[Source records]
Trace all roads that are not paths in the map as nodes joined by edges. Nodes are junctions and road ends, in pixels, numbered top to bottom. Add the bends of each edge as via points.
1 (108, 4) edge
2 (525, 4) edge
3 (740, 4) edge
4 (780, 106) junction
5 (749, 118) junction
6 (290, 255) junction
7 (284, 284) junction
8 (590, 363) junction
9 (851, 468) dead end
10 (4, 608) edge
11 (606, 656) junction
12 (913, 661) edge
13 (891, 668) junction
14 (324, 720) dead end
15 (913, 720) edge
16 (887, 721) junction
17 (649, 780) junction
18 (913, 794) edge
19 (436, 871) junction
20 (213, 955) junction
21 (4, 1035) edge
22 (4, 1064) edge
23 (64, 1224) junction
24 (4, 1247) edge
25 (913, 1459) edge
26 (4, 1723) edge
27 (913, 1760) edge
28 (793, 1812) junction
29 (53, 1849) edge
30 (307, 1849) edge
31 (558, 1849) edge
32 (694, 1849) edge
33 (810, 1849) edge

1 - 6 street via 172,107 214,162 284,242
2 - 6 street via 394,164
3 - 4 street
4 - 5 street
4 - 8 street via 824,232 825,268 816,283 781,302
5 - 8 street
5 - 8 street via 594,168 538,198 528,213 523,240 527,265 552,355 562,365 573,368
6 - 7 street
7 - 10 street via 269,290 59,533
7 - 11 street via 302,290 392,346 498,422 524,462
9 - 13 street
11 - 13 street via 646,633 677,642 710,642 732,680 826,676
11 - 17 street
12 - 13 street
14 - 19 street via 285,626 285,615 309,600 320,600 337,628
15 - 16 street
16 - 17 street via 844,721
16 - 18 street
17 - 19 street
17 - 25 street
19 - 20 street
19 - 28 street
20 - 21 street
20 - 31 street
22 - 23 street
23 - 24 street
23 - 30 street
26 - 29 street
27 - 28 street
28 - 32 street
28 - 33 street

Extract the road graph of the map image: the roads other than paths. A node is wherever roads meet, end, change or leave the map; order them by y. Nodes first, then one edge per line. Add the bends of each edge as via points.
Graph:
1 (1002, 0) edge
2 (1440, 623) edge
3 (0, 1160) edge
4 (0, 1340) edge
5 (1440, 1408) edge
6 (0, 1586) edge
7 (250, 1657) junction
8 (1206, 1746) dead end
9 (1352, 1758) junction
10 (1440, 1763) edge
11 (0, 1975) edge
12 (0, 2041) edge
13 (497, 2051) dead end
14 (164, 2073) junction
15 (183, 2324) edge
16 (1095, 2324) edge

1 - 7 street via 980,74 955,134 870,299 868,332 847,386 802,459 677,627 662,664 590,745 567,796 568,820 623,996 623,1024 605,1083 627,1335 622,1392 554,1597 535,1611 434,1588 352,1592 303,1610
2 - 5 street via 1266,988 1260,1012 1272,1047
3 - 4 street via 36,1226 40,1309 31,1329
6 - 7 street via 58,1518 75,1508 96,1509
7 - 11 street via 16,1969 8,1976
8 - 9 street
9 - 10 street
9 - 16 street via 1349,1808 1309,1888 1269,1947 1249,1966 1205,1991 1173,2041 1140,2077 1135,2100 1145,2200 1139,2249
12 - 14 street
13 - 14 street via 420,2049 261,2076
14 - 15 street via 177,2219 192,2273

**What you should do:** Lines from the start of the records through the one containing "Extract the road" are what should be retyped, exactly and in full, both ends included.

**Response:**
Trace all roads that are not paths in the map as nodes joined by edges. Nodes are junctions and road ends, in pixels, numbered top to bottom. Add the bends of each edge as via points.
1 (108, 4) edge
2 (525, 4) edge
3 (740, 4) edge
4 (780, 106) junction
5 (749, 118) junction
6 (290, 255) junction
7 (284, 284) junction
8 (590, 363) junction
9 (851, 468) dead end
10 (4, 608) edge
11 (606, 656) junction
12 (913, 661) edge
13 (891, 668) junction
14 (324, 720) dead end
15 (913, 720) edge
16 (887, 721) junction
17 (649, 780) junction
18 (913, 794) edge
19 (436, 871) junction
20 (213, 955) junction
21 (4, 1035) edge
22 (4, 1064) edge
23 (64, 1224) junction
24 (4, 1247) edge
25 (913, 1459) edge
26 (4, 1723) edge
27 (913, 1760) edge
28 (793, 1812) junction
29 (53, 1849) edge
30 (307, 1849) edge
31 (558, 1849) edge
32 (694, 1849) edge
33 (810, 1849) edge

1 - 6 street via 172,107 214,162 284,242
2 - 6 street via 394,164
3 - 4 street
4 - 5 street
4 - 8 street via 824,232 825,268 816,283 781,302
5 - 8 street
5 - 8 street via 594,168 538,198 528,213 523,240 527,265 552,355 562,365 573,368
6 - 7 street
7 - 10 street via 269,290 59,533
7 - 11 street via 302,290 392,346 498,422 524,462
9 - 13 street
11 - 13 street via 646,633 677,642 710,642 732,680 826,676
11 - 17 street
12 - 13 street
14 - 19 street via 285,626 285,615 309,600 320,600 337,628
15 - 16 street
16 - 17 street via 844,721
16 - 18 street
17 - 19 street
17 - 25 street
19 - 20 street
19 - 28 street
20 - 21 street
20 - 31 street
22 - 23 street
23 - 24 street
23 - 30 street
26 - 29 street
27 - 28 street
28 - 32 street
28 - 33 street

Extract the road graph of the map image: the roads other than paths. A node is wherever roads meet, end, change or leave the map; order them by y. Nodes first, then one edge per line. Add the bends of each edge as via points.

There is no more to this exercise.